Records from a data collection
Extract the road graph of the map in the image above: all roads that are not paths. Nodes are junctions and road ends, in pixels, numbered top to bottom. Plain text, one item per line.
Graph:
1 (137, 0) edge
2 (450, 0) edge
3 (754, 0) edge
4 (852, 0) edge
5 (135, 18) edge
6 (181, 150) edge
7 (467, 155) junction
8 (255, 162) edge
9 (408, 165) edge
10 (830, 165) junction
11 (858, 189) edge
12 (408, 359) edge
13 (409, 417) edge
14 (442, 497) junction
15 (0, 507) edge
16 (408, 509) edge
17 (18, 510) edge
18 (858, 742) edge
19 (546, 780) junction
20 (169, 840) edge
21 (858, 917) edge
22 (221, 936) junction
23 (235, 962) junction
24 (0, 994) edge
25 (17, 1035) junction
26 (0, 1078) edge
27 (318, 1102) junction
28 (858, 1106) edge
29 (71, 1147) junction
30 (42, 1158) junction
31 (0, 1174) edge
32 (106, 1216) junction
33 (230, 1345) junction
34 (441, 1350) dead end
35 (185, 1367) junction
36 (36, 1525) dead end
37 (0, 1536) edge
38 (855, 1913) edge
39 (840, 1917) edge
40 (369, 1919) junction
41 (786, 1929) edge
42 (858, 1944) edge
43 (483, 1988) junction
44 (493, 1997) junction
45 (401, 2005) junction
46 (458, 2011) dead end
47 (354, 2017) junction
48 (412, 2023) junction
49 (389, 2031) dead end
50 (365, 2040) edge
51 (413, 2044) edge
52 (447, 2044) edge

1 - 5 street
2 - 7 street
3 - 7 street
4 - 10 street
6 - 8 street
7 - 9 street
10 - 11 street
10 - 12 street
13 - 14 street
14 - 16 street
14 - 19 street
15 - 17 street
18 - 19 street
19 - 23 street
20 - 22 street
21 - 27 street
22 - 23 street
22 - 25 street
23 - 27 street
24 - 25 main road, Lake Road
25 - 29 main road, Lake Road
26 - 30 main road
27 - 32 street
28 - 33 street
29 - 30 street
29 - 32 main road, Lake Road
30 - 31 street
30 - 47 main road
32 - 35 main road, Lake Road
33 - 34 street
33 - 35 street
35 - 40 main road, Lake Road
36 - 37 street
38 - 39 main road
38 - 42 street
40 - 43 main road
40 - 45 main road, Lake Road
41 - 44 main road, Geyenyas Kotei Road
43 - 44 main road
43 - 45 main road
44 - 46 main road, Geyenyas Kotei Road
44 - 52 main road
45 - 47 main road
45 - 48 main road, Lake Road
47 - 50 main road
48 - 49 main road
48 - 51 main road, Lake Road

WORK INSTRUCTION >> Counting only those lines of the data above where the word "Kotei" appears, give the number and nothing more.

YOUR SOLUTION >> 2